Paris (France) - Adoptée par le Parlement, la proposition de loi visant à freiner l'essor de l'ultra fast fashion est bloquée dans des discussions entre la France et la Commission européenne, a expliqué mardi à l'AFP le cabinet du ministre du Commerce.

Le texte, adopté à l'unanimité à l'Assemblée nationale en mars 2024 et au Sénat en juin 2025, a ensuite été envoyé à la Commission européenne pour juger de sa conformité avec le droit européen. Or l'exécutif de l'UE s'est opposé à ce texte sur plusieurs points.

Le gouvernement, avec le Parlement, travaille donc "sur un projet de réponse à la Commission européenne" et espère lui envoyer "d'ici fin janvier", détaille le cabinet du ministre Serge Papin.

Pour l'instant, aucune date n'est fixée pour la tenue d'une commission mixte paritaire (CMP), l'étape finale nécessaire entre des députés et sénateurs pour trouver un accord définitif, qui était prévue à l'automne dernier. Le gouvernement attend d'abord la position de la Commission européenne sur la nouvelle mouture du texte.

Une lutte contre l'ultra fast fashion

La proposition de loi, déposée début 2024 par la députée Horizons Anne-Cécile Violland, met en place toute une panoplie d'outils pour limiter un phénomène en pleine expansion, celui de la mode utlra éphémère, via des mesures comme l'interdiction de la publicité et des pénalités financières.

Le gouvernement voit ce texte comme un "levier de lutte contre l'ultra fast fashion, dans sa composante notamment environnementale", selon le cabinet de Serge Papin, dans le "combat" plus général "face à des plateformes comme Shein, qui viennent concurrencer le textile européen, le commerce, de façon déloyale tout en ayant un impact environnemental très fort".

Il s'agit maintenant d'aboutir à un texte qui ne soit pas retoqué par la Commission européenne mais qui cible toujours prioritairement les plateformes étrangères comme Shein ou Temu.

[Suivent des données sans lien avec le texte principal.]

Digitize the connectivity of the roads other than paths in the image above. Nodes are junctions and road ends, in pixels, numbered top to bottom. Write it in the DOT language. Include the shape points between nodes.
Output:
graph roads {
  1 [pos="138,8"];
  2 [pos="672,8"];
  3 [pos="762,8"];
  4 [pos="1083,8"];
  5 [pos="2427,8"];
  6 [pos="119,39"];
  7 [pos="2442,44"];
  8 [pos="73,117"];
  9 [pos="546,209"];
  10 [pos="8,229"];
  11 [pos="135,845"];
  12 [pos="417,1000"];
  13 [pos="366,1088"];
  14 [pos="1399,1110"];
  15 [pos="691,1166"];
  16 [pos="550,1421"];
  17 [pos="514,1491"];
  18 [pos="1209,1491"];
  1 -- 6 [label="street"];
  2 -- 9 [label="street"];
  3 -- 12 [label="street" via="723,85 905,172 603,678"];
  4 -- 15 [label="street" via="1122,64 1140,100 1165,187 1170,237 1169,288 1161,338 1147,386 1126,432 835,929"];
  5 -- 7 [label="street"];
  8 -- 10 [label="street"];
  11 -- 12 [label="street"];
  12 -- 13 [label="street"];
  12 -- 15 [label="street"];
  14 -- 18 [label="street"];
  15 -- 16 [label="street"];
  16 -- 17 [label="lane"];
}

"La vraie problématique concerne l'interdiction de publicité" pour les enseignes de fast fashion, qui pourrait être jugée contraire au règlement européen sur les services numériques (DSA) ou à la directive e-commerce, développe le cabinet.

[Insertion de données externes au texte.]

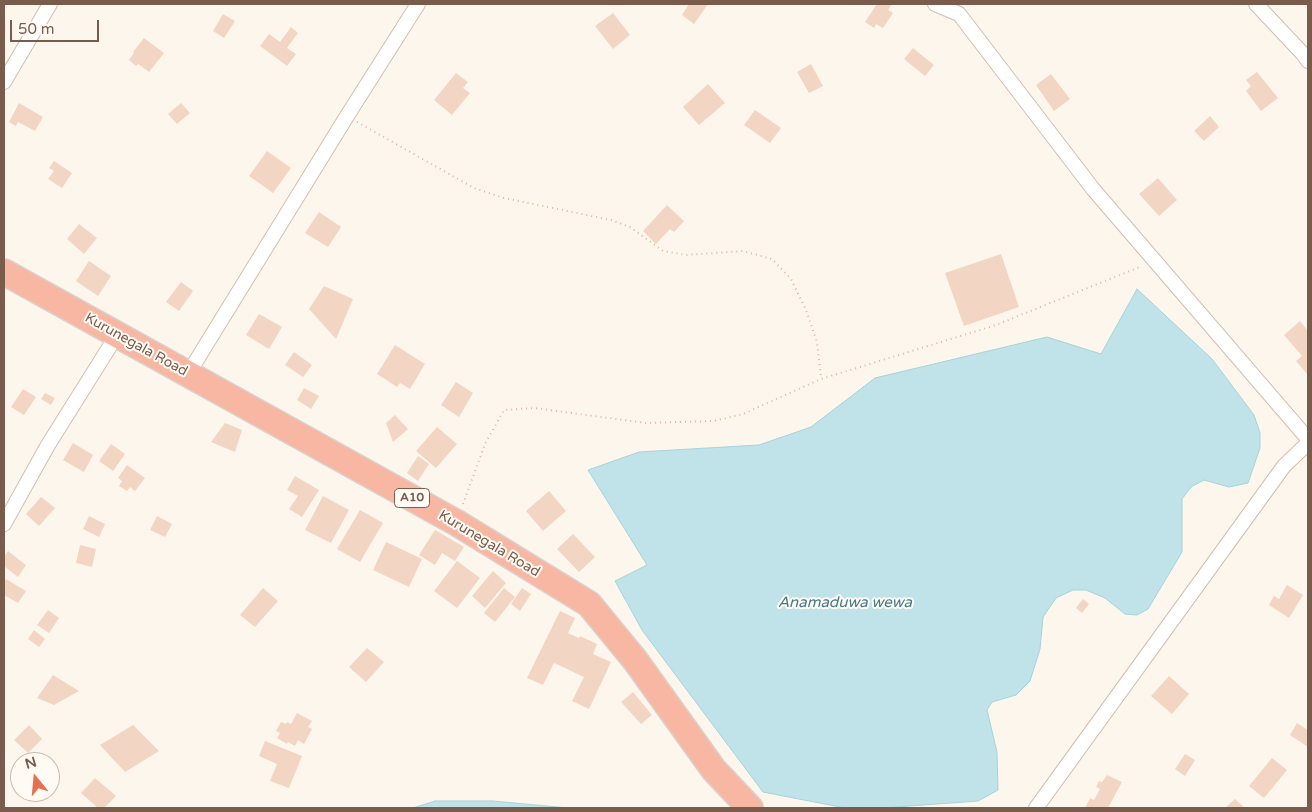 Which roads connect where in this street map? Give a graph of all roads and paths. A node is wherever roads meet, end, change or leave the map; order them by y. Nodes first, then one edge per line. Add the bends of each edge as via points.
1 (50, 4) edge
2 (418, 4) edge
3 (935, 4) edge
4 (1256, 4) edge
5 (1308, 61) edge
6 (4, 82) edge
7 (347, 116) junction
8 (1155, 260) junction
9 (4, 272) edge
10 (117, 335) junction
11 (188, 374) junction
12 (821, 379) junction
13 (1308, 439) edge
14 (1308, 443) edge
15 (456, 523) junction
16 (4, 524) edge
17 (750, 808) edge
18 (1036, 808) edge

1 - 6 street
2 - 7 street
3 - 8 street via 959,14 1093,189
4 - 5 street
7 - 11 street
7 - 12 path via 474,188 504,198 612,220 630,227 663,251 686,255 743,251 772,259 791,279 806,310 817,342
8 - 12 path via 996,325
8 - 13 street
9 - 10 highway, Kurunegala Road / A10
10 - 11 highway, Kurunegala Road / A10
10 - 16 street via 48,445
11 - 15 highway, Kurunegala Road / A10
12 - 15 path via 742,414 714,421 646,423 534,408 504,410 485,444
14 - 18 street via 1284,466
15 - 17 highway, Kurunegala Road / A10 via 589,604 635,660 714,770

Par ailleurs, plusieurs ONG dont Extinction Rebellion et Les amis de la terre organisent une action devant la Commission européenne vendredi pour l'appeler à ne pas bloquer la loi anti fast-fashion. "Alors que l'exécutif européen rencontrera Shein et H&M (cette semaine), la coalition appelle ce dernier à ne pas céder aux lobbies", écrivent-elles dans un communiqué mardi.